Each frequency is golden ratio proportion to the others and all multiplied together to give the arbitrary waveform. The same characteristic "form" is given no matter what frequencies you add in the equation and multiply together, as long as the ratio within remains the same.

 

Whether the fields are illegal, annoying, or dangerous depends on the frequency, amplitude, and local regulations.

I was once given a demonstration of a desktop computer using a single CRT gun and beam penetration phosphors. To get it to change to writing a different color all of the tube's electrodes had to be switched at over 100 Hz. It was a very creative design but the faceplate voltage switching by 10 kV or more at such a high frequency, the hair on the top of my head was flapping in the electrostatic breeze. We opted to not develop it, particularly in view of an emerging European rule regarding ELF fields in desktop displays used in offices. I believe it was not harmful or illegal but it sure was annoying.

Totally difference EM radiation situations.

He's in the range of several hundred kHz according to the scope reading. Harmonics could easily be in the broadcast frequency range using broadband amplifiers with thousands of volts at several hundred watts across space to some sort of conductor..

 

Totally difference EM radiation situations.

He's in the range of several hundred kHz according to the scope reading. Harmonics could easily be in the broadcast frequency range using broadband amplifiers with thousands of volts at several hundred watts across space to some sort of conductor..

Well I am running into the issue of resonance at that point. Being the distortion of my waveform. Would happily take any frequency as long as my mission can be accomplished. As well as the the leads of the coil will couple to some gas tubes to make a glow. Not sure if that makes differences. The power you speak of I'm unsure. I'm happy with lower power if that met some regulations that I'm unsure of.

 

Totally difference EM radiation situations.

He's in the range of several hundred kHz according to the scope reading. Harmonics could easily be in the broadcast frequency range using broadband amplifiers with thousands of volts at several hundred watts across space to some sort of conductor..

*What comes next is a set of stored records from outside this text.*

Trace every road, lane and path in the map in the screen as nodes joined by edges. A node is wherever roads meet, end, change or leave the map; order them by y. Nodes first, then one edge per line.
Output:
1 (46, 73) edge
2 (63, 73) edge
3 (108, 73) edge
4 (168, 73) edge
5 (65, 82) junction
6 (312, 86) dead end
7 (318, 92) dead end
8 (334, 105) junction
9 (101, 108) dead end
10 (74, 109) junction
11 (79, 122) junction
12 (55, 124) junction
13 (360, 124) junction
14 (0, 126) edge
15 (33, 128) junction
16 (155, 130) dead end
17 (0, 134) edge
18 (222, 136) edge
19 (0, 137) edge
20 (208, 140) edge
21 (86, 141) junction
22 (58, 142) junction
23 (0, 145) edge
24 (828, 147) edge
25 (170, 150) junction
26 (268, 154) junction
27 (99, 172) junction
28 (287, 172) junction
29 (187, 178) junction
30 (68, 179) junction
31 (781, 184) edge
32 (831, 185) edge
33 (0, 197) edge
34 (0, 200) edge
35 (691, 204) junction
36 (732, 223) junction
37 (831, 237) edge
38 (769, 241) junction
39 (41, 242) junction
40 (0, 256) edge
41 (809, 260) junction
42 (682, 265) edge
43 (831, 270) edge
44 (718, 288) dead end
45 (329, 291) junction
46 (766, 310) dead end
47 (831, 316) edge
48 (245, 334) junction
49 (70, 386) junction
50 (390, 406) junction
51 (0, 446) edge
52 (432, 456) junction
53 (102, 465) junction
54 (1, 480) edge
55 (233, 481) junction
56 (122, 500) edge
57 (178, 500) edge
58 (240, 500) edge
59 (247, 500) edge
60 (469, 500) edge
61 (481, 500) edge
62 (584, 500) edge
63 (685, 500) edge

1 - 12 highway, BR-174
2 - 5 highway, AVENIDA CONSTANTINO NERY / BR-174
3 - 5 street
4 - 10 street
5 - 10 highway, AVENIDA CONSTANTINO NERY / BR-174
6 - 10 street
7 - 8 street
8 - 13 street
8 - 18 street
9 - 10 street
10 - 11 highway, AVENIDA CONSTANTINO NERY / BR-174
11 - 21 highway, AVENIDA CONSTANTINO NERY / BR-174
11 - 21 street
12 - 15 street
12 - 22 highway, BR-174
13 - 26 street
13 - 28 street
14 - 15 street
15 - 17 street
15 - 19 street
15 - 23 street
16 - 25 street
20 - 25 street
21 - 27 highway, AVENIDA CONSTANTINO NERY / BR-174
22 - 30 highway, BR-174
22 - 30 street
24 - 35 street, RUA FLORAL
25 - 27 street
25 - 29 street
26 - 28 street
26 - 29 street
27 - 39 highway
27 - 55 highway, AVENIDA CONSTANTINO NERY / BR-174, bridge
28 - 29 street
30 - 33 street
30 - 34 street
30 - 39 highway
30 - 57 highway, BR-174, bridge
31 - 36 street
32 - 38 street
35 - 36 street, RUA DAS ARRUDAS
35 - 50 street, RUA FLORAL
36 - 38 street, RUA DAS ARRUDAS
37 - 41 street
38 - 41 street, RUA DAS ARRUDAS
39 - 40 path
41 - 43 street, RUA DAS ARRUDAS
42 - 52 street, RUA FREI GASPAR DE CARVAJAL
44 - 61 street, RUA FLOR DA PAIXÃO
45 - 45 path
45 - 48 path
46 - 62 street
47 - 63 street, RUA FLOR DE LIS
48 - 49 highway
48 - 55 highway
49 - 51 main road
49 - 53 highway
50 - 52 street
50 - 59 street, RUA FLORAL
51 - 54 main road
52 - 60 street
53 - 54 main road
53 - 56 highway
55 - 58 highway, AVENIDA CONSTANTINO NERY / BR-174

Related to this, I heard someone mention a similar situation

"RE:""And of course the frequency used must be selected to avoid interfering with anybody who cares""
Not very much. I have measured the field intensity around the 38 mm thick ICP coil - 3000 V/m at inside, 800 V/m at 1 cm distance outside, 300 V/m at 2 cm, 10 mV/m at 1 meter, less than 1 microvolt per meter at 10 meter distance." @Janis59

 

Related to this, I heard someone mention a similar situation

"RE:""And of course the frequency used must be selected to avoid interfering with anybody who cares""
Not very much. I have measured the field intensity around the 38 mm thick ICP coil - 3000 V/m at inside, 800 V/m at 1 cm distance outside, 300 V/m at 2 cm, 10 mV/m at 1 meter, less than 1 microvolt per meter at 10 meter distance." @Janis59

My advice to that is to carefully consider the source and situation.

 

I urge caution to anyone playing with high voltage EM fields- You're playing with energy, and radiating energy through your body, without controlling it using a wave-guide can be dangerous. This is why people don't stand directly in front of a radar dish when it swings around.

 

I urge caution to anyone playing with high voltage EM fields- You're playing with energy, and radiating energy through your body, without controlling it using a wave-guide can be dangerous. This is why people don't stand directly in front of a radar dish when it swings around.

Thanks,

Hopefully I'm not making that much power. Even such high voltages that you get sparks from a tesla coil are too high for me. I need enough to get some plasma excited.

 

Hello there

need enough to get some plasma excited.

Bleeding, blistering, discomfort, itching, lumps, numbness, pain, rash, redness, stinging, swelling, tenderness, tingling, or warmth when you turn on the switch is an indication that you are in the plasma field not just the observer.

That's coming from experience in a controlled environment.